** DATASET EXCERPTS follows **

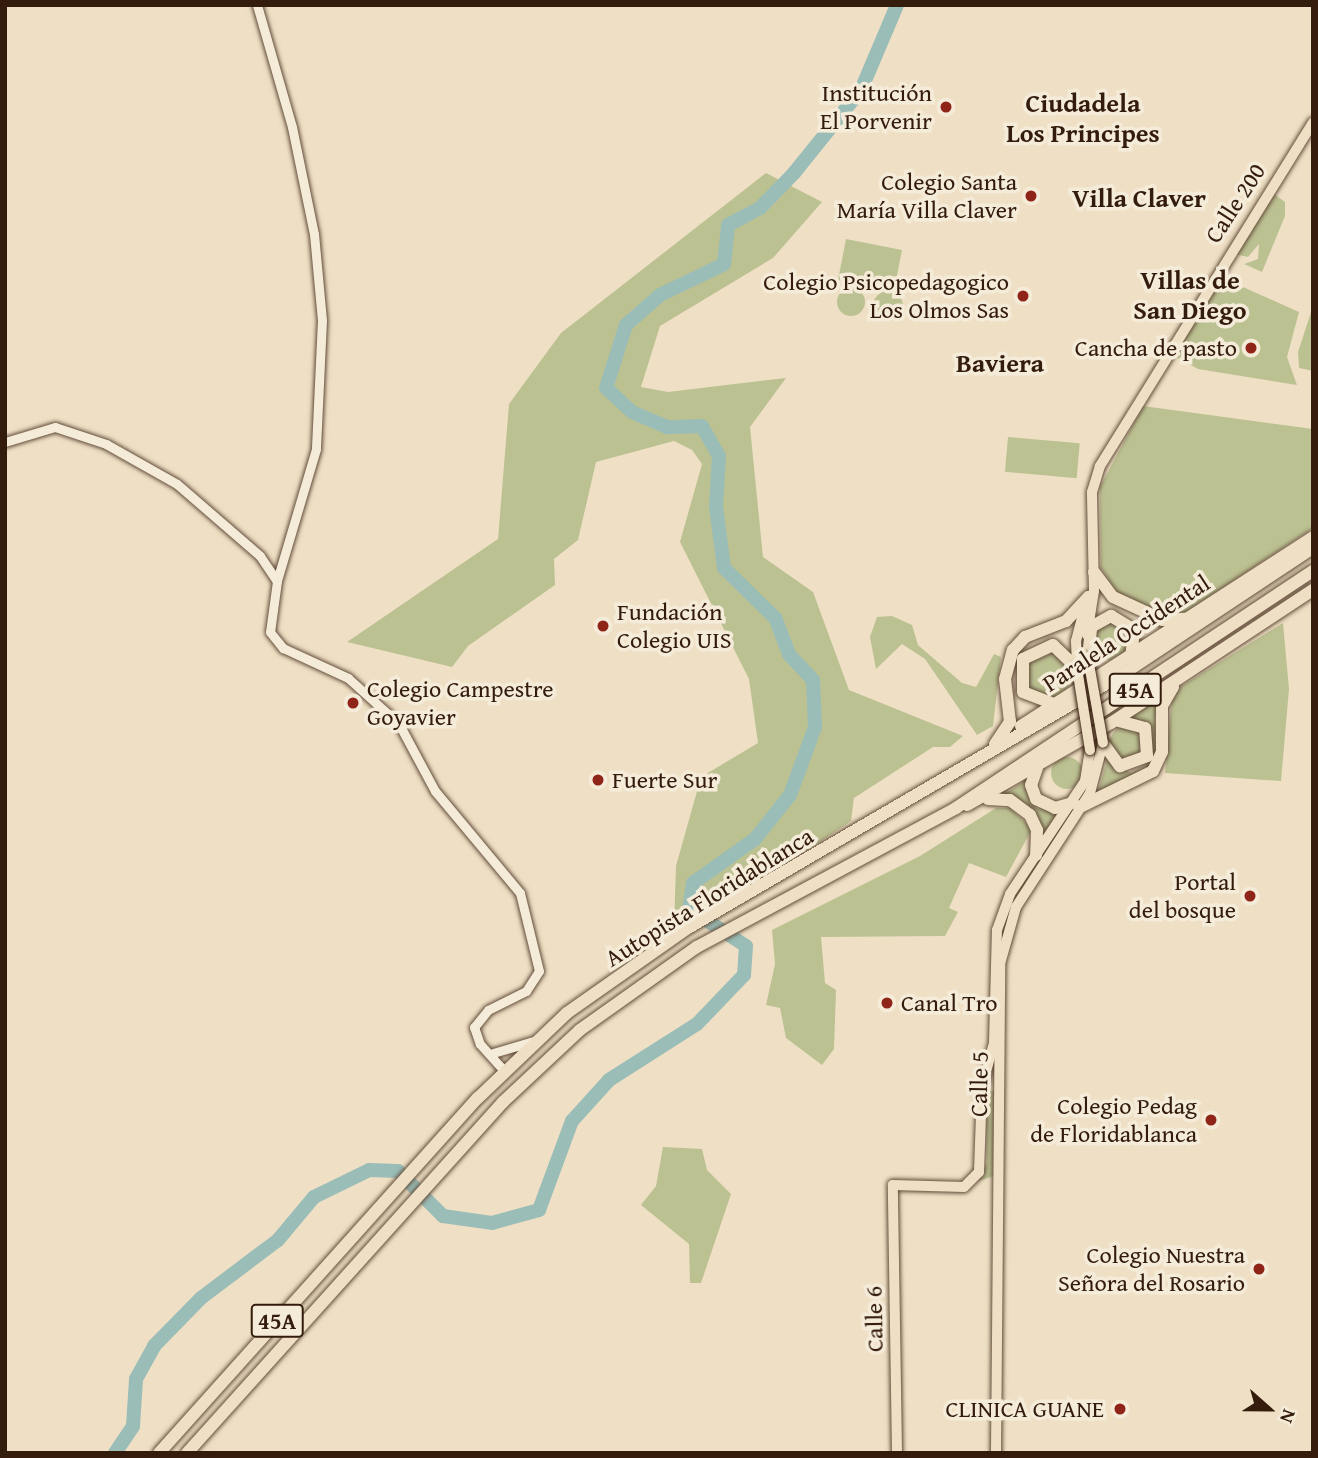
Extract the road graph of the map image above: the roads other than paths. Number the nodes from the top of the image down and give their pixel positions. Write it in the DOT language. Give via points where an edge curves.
graph roads {
  1 [pos="257,5"];
  2 [pos="1313,123"];
  3 [pos="5,442"];
  4 [pos="1313,537"];
  5 [pos="1313,548"];
  6 [pos="1313,571"];
  7 [pos="1094,572"];
  8 [pos="277,581"];
  9 [pos="1313,590"];
  10 [pos="1088,597"];
  11 [pos="1253,613"];
  12 [pos="1191,617"];
  13 [pos="1213,656"];
  14 [pos="1130,657"];
  15 [pos="1088,658"];
  16 [pos="1077,668"];
  17 [pos="1178,680"];
  18 [pos="1054,704"];
  19 [pos="1111,723"];
  20 [pos="1103,743"];
  21 [pos="995,744"];
  22 [pos="1090,750"];
  23 [pos="1043,763"];
  24 [pos="964,767"];
  25 [pos="984,799"];
  26 [pos="1078,804"];
  27 [pos="956,808"];
  28 [pos="1036,855"];
  29 [pos="539,1039"];
  30 [pos="493,1053"];
  31 [pos="504,1071"];
  32 [pos="893,1185"];
  33 [pos="159,1453"];
  34 [pos="187,1453"];
  35 [pos="897,1453"];
  36 [pos="996,1453"];
  1 -- 8 [label="street" via="292,127 314,234 322,320 316,449"];
  2 -- 7 [label="main road, Calle 200" via="1104,458 1092,492"];
  3 -- 8 [label="street" via="55,428 106,444 177,484 260,556"];
  4 -- 12 [label="highway, Paralela Occidental / 45A"];
  5 -- 24 [label="highway, Autopista Floridablanca / 45A" via="1123,674"];
  6 -- 11 [label="highway, Autopista Floridablanca / 45A"];
  7 -- 10 [label="main road, Calle 200"];
  7 -- 12 [label="highway" via="1110,595 1155,617"];
  7 -- 15 [label="main road, Calle 200"];
  8 -- 30 [label="street" via="269,618 276,643 348,678 398,724 435,791 527,907 539,971 526,992 479,1017 476,1038"];
  9 -- 13 [label="highway, 45A"];
  10 -- 16 [label="main road, Calle 200" via="1076,641"];
  10 -- 21 [label="highway" via="1066,621 1016,646 1005,679 1010,722"];
  11 -- 13 [label="highway"];
  11 -- 27 [label="highway, Autopista Floridablanca / 45A"];
  12 -- 14 [label="highway, Paralela Occidental / 45A"];
  13 -- 17 [label="highway, 45A"];
  14 -- 15 [label="highway" via="1135,630 1111,616 1091,627"];
  14 -- 18 [label="highway, Paralela Occidental / 45A"];
  15 -- 20 [label="main road, Calle 200, bridge"];
  16 -- 18 [label="highway" via="1053,645 1023,659 1023,692"];
  16 -- 22 [label="main road, Calle 200, bridge"];
  17 -- 19 [label="highway, 45A"];
  17 -- 26 [label="highway" via="1162,706 1162,747 1153,772"];
  18 -- 21 [label="highway, Paralela Occidental / 45A"];
  19 -- 20 [label="highway" via="1140,724 1149,751 1138,764 1120,766"];
  19 -- 23 [label="highway, 45A"];
  20 -- 26 [label="main road, Calle 5" via="1098,777"];
  21 -- 24 [label="highway, Paralela Occidental / 45A"];
  22 -- 26 [label="main road, Calle 5"];
  23 -- 25 [label="highway, 45A"];
  23 -- 26 [label="highway" via="1031,780 1036,799 1055,808"];
  24 -- 29 [label="highway, Autopista Floridablanca / 45A" via="688,929"];
  25 -- 27 [label="highway, 45A"];
  25 -- 28 [label="highway" via="1010,800 1030,814 1037,830"];
  26 -- 28 [label="main road, Calle 5"];
  26 -- 36 [label="main road, Calle 5" via="1025,888 1000,964"];
  27 -- 34 [label="highway, Autopista Floridablanca / 45A" via="697,947 580,1030 410,1203"];
  28 -- 32 [label="main road, Calle 5" via="1010,894 998,930 994,1043 982,1086 981,1164 964,1186"];
  29 -- 30 [label="street"];
  29 -- 31 [label="highway, Autopista Floridablanca / 45A"];
  30 -- 31 [label="street"];
  31 -- 33 [label="highway, Autopista Floridablanca / 45A"];
  32 -- 35 [label="main road, Calle 6"];
}
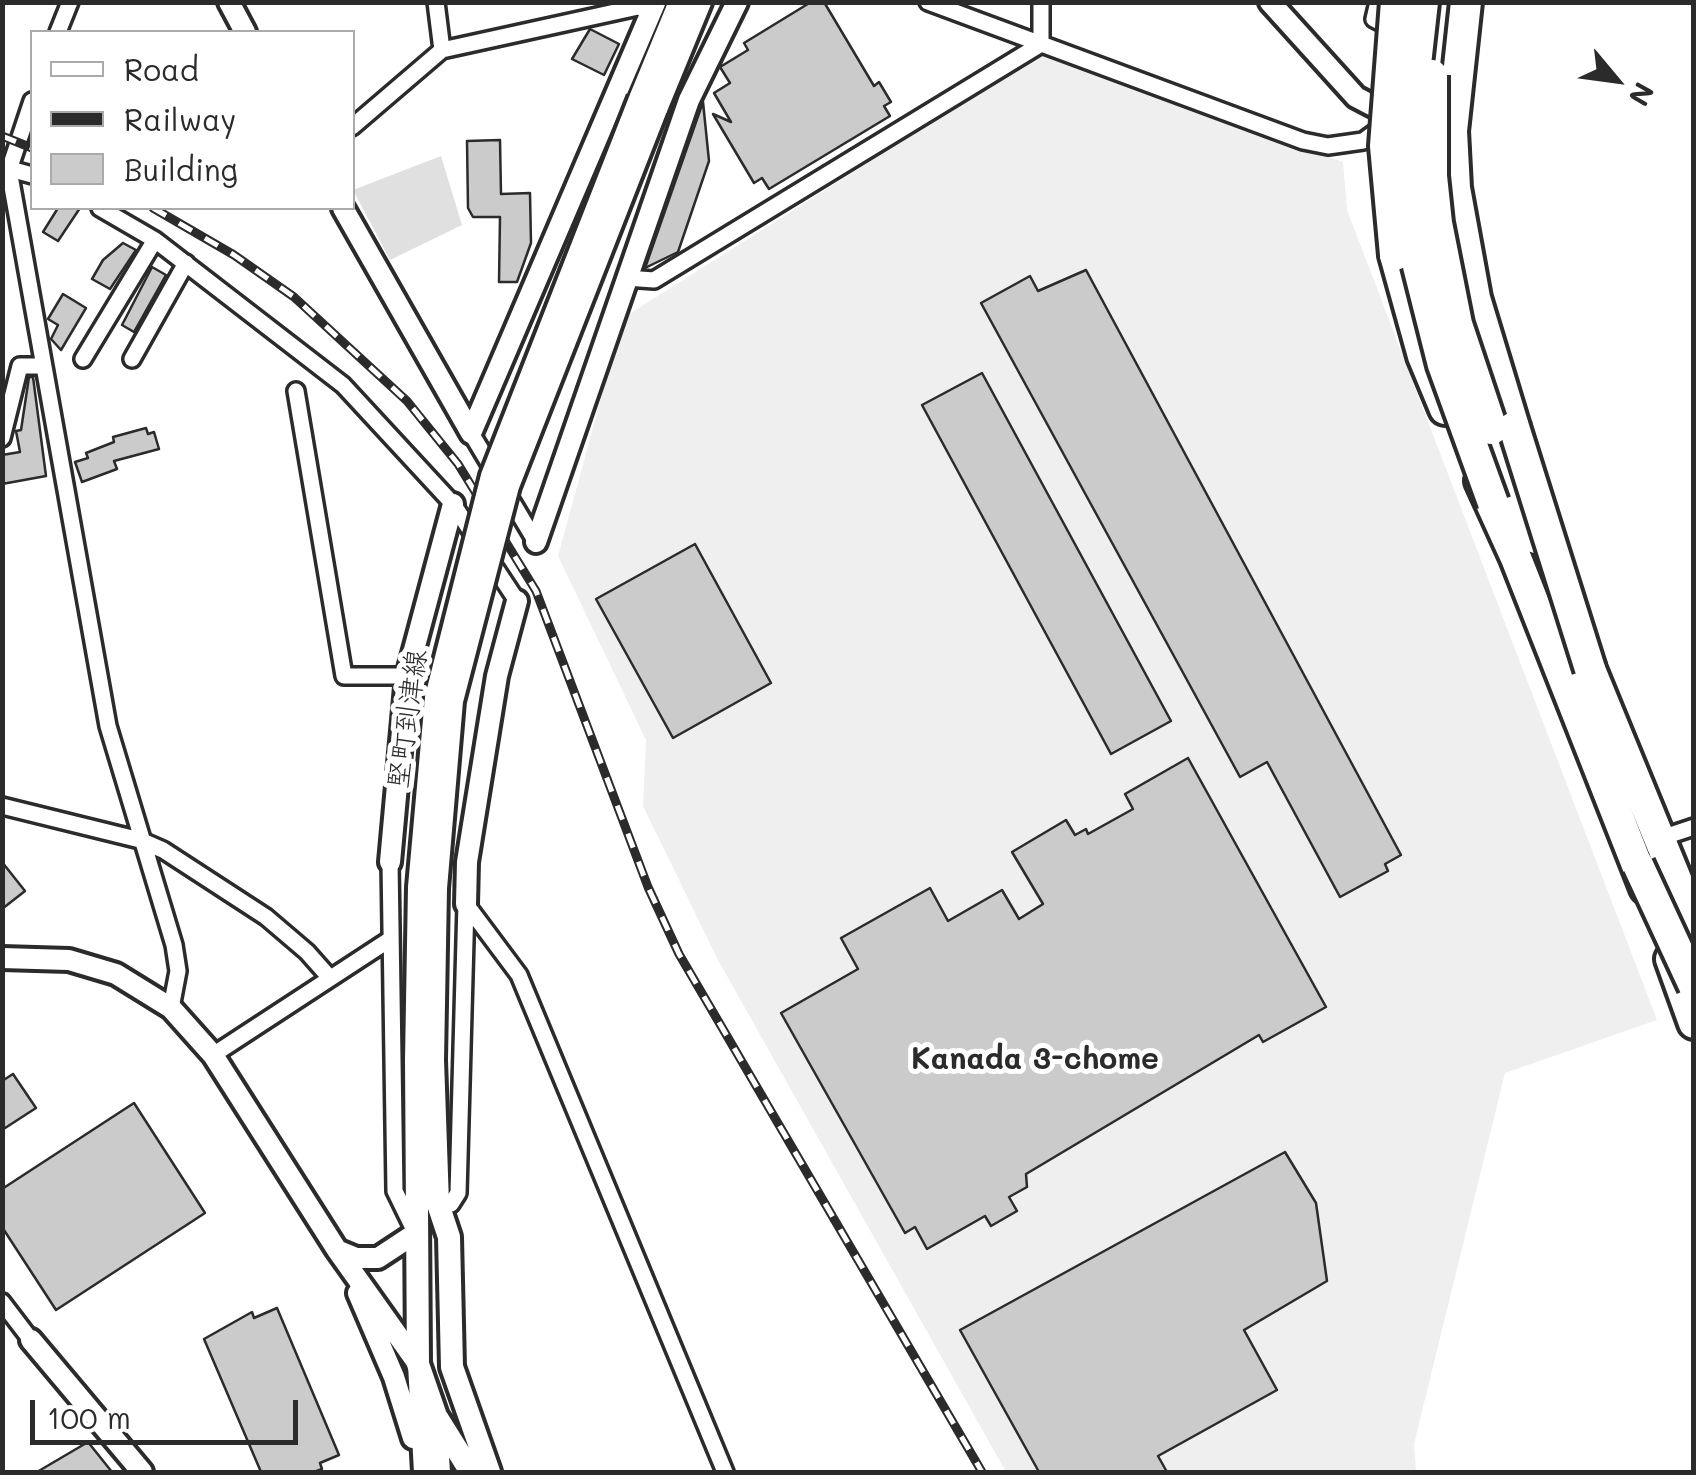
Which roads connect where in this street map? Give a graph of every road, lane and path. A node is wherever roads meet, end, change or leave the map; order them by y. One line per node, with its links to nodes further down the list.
1 (70, 2): 18 (street)
2 (229, 2): 19 (street)
3 (436, 2): 22 (street)
4 (680, 2): 23 (main road, 堅町到津線)
5 (700, 2): 23 (main road, 堅町到津線)
6 (738, 2): 33 (street)
7 (928, 2): 21 (street)
8 (1041, 2): 21 (street)
9 (1270, 2): 25 (street)
10 (1378, 2): 20 (street)
11 (1396, 2): 41 (highway, bridge)
12 (1411, 2): 20 (street)
13 (1423, 2): 41 (highway, bridge)
14 (1442, 2): 44 (highway, bridge)
15 (1455, 2): 27 (street)
16 (1466, 2): 44 (highway, bridge)
17 (654, 5): 22 (street); 38 (street)
18 (59, 30)
19 (244, 30)
20 (1405, 36): 25 (street)
21 (1041, 44): 25 (street); 33 (street)
22 (442, 50): 26 (street)
23 (648, 104): 63 (main road, 堅町到津線, bridge)
24 (30, 105): 28 (street)
25 (1396, 118): 27 (street); 59 (street)
26 (355, 125)
27 (1438, 133): 48 (street)
28 (6, 169): 36 (street)
29 (103, 210): 31 (street)
30 (344, 210): 38 (street)
31 (155, 240): 32 (street); 34 (street)
32 (186, 264): 35 (street); 40 (street)
33 (626, 278): 42 (street)
34 (82, 359)
35 (132, 359)
36 (42, 366): 39 (street); 49 (street)
37 (296, 391): 45 (street)
38 (471, 434): 42 (street)
39 (2, 438)
40 (453, 504): 43 (street); 45 (street)
41 (1492, 504): 51 (highway)
42 (536, 542)
43 (517, 602): 53 (street)
44 (1590, 669): 52 (highway)
45 (407, 676): 50 (street)
46 (2, 806): 49 (street)
47 (1694, 827): 48 (street)
48 (1670, 835): 52 (street)
49 (140, 840): 58 (street); 60 (street)
50 (390, 862): 56 (street)
51 (1638, 865): 59 (highway, bridge); 61 (highway, bridge)
52 (1683, 882): 54 (highway); 55 (highway)
53 (466, 904): 64 (street); 77 (street)
54 (1694, 923)
55 (1694, 933)
56 (389, 940): 58 (street); 65 (street)
57 (2, 958): 60 (street)
58 (330, 978): 62 (street)
59 (1694, 988)
60 (171, 1008): 62 (street)
61 (1694, 1023)
62 (213, 1055): 66 (street)
63 (424, 1060): 64 (main road, 堅町到津線); 65 (main road, 堅町到津線)
64 (438, 1204): 70 (main road); 74 (main road, 堅町到津線)
65 (416, 1233): 66 (street); 71 (main road, 堅町到津線)
66 (337, 1250): 68 (street); 71 (street)
67 (2, 1302): 69 (street)
68 (366, 1311): 71 (street); 76 (street)
69 (30, 1340): 75 (street)
70 (434, 1342): 71 (main road); 72 (main road)
71 (409, 1362): 72 (main road, 堅町到津線)
72 (430, 1399): 73 (main road, 堅町到津線); 74 (main road); 76 (street)
73 (444, 1457): 74 (main road, 堅町到津線); 76 (street)
74 (482, 1469)
75 (142, 1472)
76 (424, 1472)
77 (726, 1472)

** End of DATASET EXCERPTS **

__EXERCISE BRIEF__
Go through the material and copy each line that contains "Paralela".

__FINAL ANSWER__
  4 -- 12 [label="highway, Paralela Occidental / 45A"];
  12 -- 14 [label="highway, Paralela Occidental / 45A"];
  14 -- 18 [label="highway, Paralela Occidental / 45A"];
  18 -- 21 [label="highway, Paralela Occidental / 45A"];
  21 -- 24 [label="highway, Paralela Occidental / 45A"];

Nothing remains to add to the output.